- Exercise instructions:
Every line that contains "overflow" must be located and copied from the data.

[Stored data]
++++++

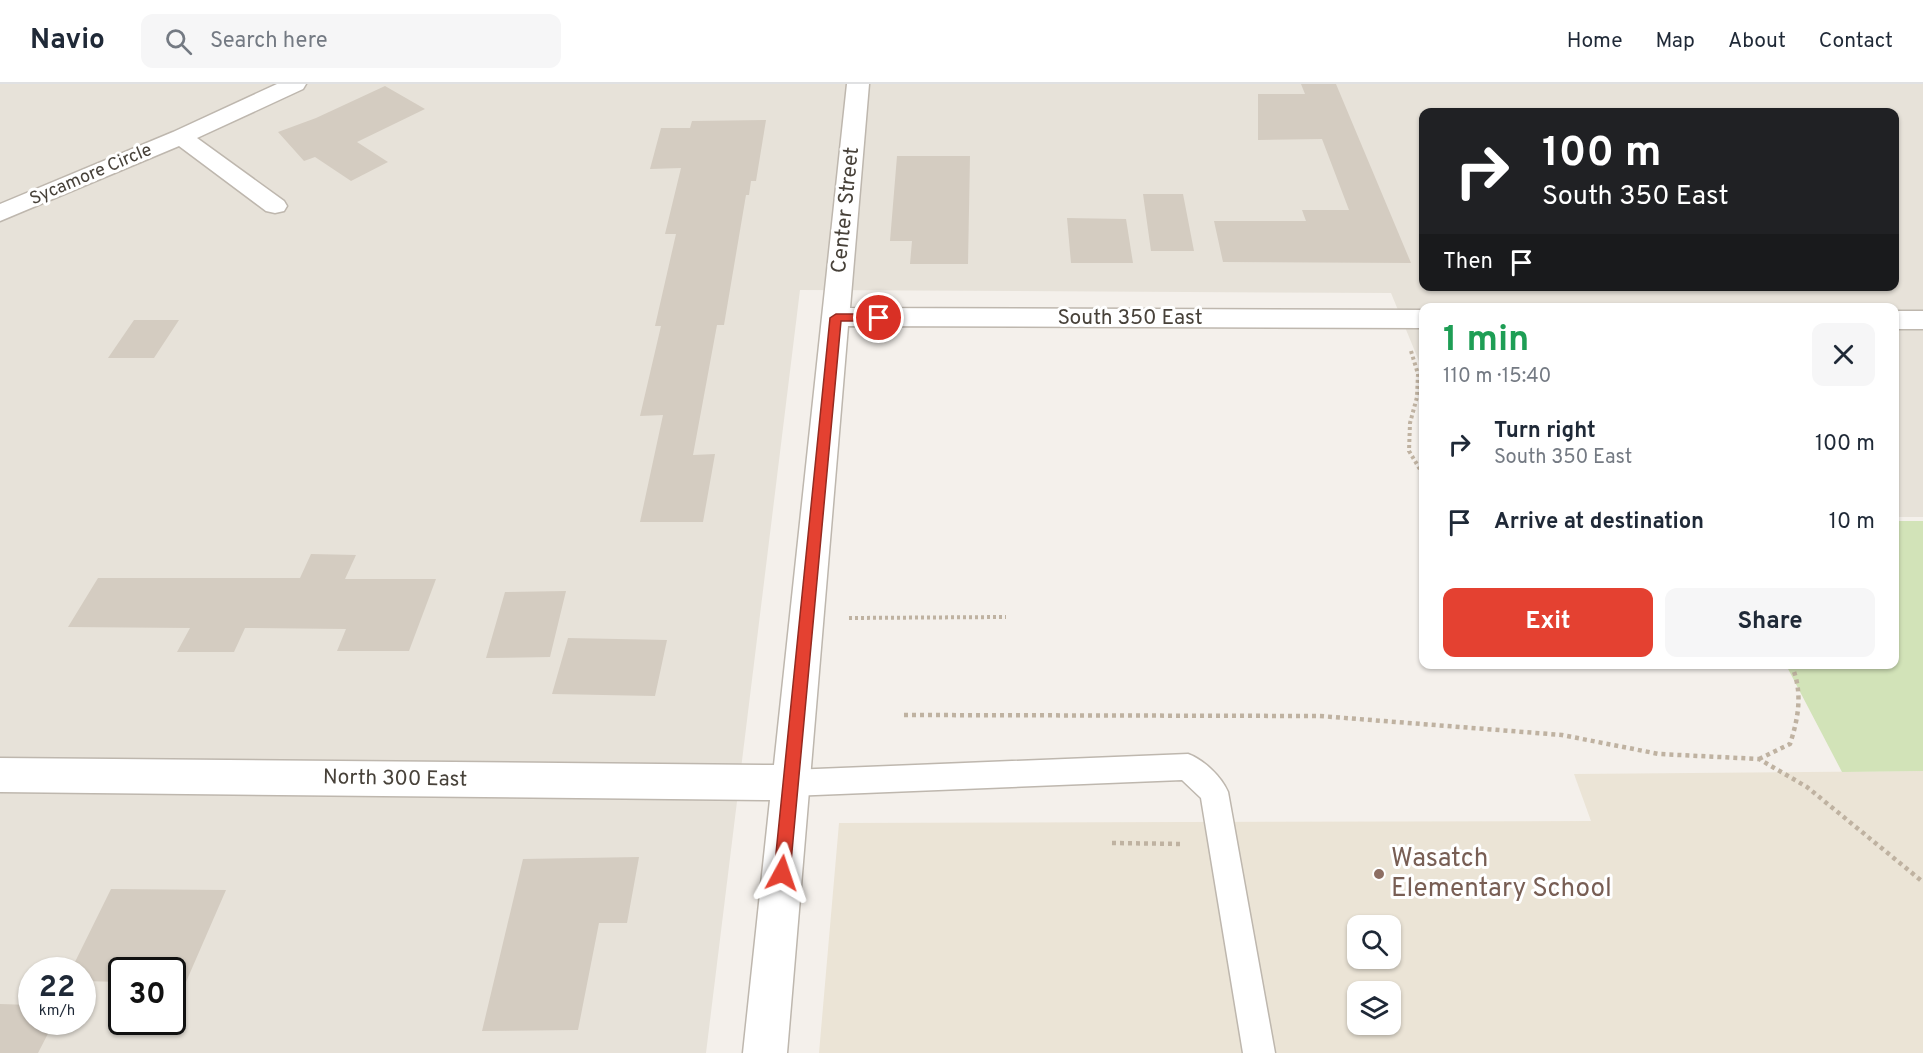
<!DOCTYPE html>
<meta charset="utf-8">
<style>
body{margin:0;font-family:Overpass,sans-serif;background:#f6f6f7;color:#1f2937;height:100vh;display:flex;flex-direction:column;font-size:22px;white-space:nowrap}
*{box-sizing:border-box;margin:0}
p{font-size:20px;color:#747a83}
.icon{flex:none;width:33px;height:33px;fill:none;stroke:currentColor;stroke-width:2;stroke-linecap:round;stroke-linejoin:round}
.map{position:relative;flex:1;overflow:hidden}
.panel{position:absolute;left:1419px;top:219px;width:480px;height:366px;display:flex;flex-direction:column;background:#fff;border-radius:12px;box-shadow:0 2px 4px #0004}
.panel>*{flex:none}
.guide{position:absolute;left:1419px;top:24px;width:480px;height:183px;border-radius:12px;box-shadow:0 2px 4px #0004;background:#202124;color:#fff;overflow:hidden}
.buttons{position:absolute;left:1347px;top:831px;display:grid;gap:12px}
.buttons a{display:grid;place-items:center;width:54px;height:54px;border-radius:12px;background:#fff;box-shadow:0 2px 4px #0004;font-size:30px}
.speed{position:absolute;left:18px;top:873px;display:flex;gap:12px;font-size:30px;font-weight:700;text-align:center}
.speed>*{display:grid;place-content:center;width:78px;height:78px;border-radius:50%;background:#fff;box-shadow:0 2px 4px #0004;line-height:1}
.speed small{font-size:15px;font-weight:400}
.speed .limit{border:3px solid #111;border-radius:9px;background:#fff;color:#111}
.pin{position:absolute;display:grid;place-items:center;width:51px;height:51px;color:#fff;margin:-26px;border:3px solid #fff;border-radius:50%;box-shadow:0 2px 6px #0007}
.me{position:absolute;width:66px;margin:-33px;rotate:5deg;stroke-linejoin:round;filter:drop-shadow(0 0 4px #0008)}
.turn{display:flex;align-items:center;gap:21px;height:126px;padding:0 24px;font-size:27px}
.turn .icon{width:78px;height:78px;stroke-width:2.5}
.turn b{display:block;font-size:42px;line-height:51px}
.then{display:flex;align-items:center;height:57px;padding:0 24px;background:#0003;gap:12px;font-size:22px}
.round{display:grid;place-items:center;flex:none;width:63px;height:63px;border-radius:12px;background:#f6f6f7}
.overview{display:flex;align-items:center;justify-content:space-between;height:102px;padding:0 24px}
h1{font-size:36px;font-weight:700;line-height:45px;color:#1e9e55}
.action{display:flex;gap:12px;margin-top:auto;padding:12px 24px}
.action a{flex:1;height:69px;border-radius:12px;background:#e44131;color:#fff;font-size:24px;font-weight:700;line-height:69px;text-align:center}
.action a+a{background:#f6f6f7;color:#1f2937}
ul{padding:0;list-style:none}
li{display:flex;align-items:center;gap:18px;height:78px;padding:0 24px}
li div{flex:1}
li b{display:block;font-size:22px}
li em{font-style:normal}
header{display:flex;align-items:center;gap:36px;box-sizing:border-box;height:84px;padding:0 30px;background:#fff;border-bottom:2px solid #e0e1e3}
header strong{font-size:28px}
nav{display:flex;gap:33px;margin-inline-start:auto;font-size:21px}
.search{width:420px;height:54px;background:#f6f6f7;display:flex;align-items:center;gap:15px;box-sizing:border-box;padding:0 21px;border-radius:12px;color:#747a83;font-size:22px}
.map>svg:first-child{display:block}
.residential{fill:#e7e2d9;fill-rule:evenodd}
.education{fill:#ebe4d6;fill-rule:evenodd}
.green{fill:#d2e3b8}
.building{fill:#d4ccc1}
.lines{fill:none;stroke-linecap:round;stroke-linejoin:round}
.service-casing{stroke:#beb7ae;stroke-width:3}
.minor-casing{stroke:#beb7ae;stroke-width:3}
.path-far1{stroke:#bfb2a1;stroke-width:4;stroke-dasharray:3 3;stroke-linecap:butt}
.path{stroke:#bfb2a1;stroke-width:4.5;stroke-dasharray:4 4;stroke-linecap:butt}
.service{fill:#fff;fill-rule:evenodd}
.minor{fill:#fff;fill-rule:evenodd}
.route{fill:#e44131;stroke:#942a20;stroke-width:1.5}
.education-dot{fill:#8d6e63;stroke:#fff;stroke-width:2}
.labels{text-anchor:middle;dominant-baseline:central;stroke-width:6;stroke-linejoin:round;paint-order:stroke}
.far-street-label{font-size:18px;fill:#474139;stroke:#fff}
.street-label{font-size:21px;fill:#474139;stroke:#fff}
.near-education-label{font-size:26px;fill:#785e54;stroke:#fff;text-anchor:start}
</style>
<header>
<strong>Navio</strong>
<div class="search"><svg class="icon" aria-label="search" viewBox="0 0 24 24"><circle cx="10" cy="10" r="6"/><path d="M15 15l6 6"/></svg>Search here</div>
<nav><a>Home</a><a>Map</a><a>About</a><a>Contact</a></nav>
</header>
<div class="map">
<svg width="1923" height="969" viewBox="0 0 1923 969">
<rect width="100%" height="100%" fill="#f4f0eb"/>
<path class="residential" d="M0 0H1923V433H1895L1894 224H1424L1423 287 1391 209 800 206 706 969H0ZM1424 28H1894V202H1424ZM32 886H82V938H32ZM122 886H172V938H122Z"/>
<path class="education" d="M1923 687V969H819L839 739 1591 737 1574 690ZM1358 842H1390V874H1358ZM1358 908H1390V940H1358Z"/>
<path class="green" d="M1895 437H1923V687L1842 688 1786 581 1894 580Z"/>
<path class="building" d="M1301 0H1336L1411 179 1223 178 1214 137H1306L1302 126H1349L1322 55 1258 56V10H1305Z
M385 2 425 25 357 58 388 78 351 97 315 73 304 77 278 48 316 34Z
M766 36 756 97H751L749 111H746L724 241H717L693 371 715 370 703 438H640L663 331 640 332 661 242H655L676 150H665L681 84 650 85 661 44H690L692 37Z
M897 72H970L968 180H910L912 157H890Z
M1143 110H1183L1194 167H1151Z
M1067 134 1126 135 1133 179H1071Z
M134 236H179L154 274H108Z
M311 470 356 471 345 495H436L409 567H337L346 545 245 544 234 568H177L190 544 68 543 98 494H300Z
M566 507 550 573 486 574 505 508Z
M568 554 667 556 655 612 552 610Z
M639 773 627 839H599L578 946 482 947 523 775Z
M111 805 226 806 186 898H172V886H122V898L82 897V886H71Z
M0 920 32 921V938H54L38 969H0Z"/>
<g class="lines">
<defs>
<path id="service" d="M1188 670C1204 676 1221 692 1228 708L1275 969H1243L1201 714 1182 696 791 712 781 708 777 699 781 690 791 686Z"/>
<path id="minor" d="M277 0H306L303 5 197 54 284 117 287 122 284 127 275 129 266 127 179 62 0 137V120L173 48Z
M847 0H869L850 224 1424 226V244L848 242 787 969H743L770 716 0 708V674L774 681Z
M1894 227H1923V245H1894Z"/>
</defs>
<use href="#service" class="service-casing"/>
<use href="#minor" class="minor-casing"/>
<path class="path-far1" d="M1411 267 1418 290 1417 313 1410 339 1409 367 1424 392
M849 534 1006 533"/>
<path class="path" d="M904 631 1320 632 1562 651 1659 670 1759 675 1807 703 1923 798
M1759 675 1790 660C1799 632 1803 607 1791 580
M1112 759 1183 760"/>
<use href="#service" class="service"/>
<use href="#minor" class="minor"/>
</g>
<path class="route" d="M836 230H879L885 234 879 237H841L790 789 788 795 782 797 776 795 774 789 830 234Z"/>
<circle class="education-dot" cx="1379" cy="790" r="6"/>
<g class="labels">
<g class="far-street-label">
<text transform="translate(91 91) rotate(-23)">Sycamore Circle</text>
</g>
<g class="street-label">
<text transform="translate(846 126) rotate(-84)">Center Street</text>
<text x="1130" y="234">South 350 East</text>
<text transform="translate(395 695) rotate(1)">North 300 East</text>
</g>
<g class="near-education-label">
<text x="1391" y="775">Wasatch<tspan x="1391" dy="30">Elementary School</tspan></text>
</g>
</g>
</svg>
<div class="buttons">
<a><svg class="icon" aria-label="search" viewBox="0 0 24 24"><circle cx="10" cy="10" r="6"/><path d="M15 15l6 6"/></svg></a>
<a><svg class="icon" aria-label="layers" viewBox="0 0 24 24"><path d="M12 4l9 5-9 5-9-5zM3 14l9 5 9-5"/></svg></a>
</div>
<div class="speed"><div>22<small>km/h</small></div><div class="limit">30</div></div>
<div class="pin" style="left:879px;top:234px;background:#d93025"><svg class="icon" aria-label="arrive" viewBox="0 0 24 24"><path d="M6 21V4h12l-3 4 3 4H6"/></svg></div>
<svg class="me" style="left:782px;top:789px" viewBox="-20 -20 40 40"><path d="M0-17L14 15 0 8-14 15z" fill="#e44131" stroke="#fff" stroke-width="4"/></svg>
<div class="guide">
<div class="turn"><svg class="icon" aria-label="right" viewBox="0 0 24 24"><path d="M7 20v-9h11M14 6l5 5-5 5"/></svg><div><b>100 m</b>South 350 East</div></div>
<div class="then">Then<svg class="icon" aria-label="arrive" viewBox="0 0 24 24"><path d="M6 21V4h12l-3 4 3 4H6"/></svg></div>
</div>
<section class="panel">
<div class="overview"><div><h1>1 min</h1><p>110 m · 15:40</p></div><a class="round"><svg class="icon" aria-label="close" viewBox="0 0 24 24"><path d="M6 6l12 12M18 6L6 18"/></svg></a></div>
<ul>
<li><svg class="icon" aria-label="right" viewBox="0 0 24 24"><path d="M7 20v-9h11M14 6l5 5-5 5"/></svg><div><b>Turn right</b><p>South 350 East</p></div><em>100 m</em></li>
<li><svg class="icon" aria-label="arrive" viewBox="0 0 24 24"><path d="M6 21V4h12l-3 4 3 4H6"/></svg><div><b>Arrive at destination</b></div><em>10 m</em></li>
</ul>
<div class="action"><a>Exit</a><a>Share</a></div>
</section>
</div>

++++++

- Solution to this task:
.map{position:relative;flex:1;overflow:hidden}
.guide{position:absolute;left:1419px;top:24px;width:480px;height:183px;border-radius:12px;box-shadow:0 2px 4px #0004;background:#202124;color:#fff;overflow:hidden}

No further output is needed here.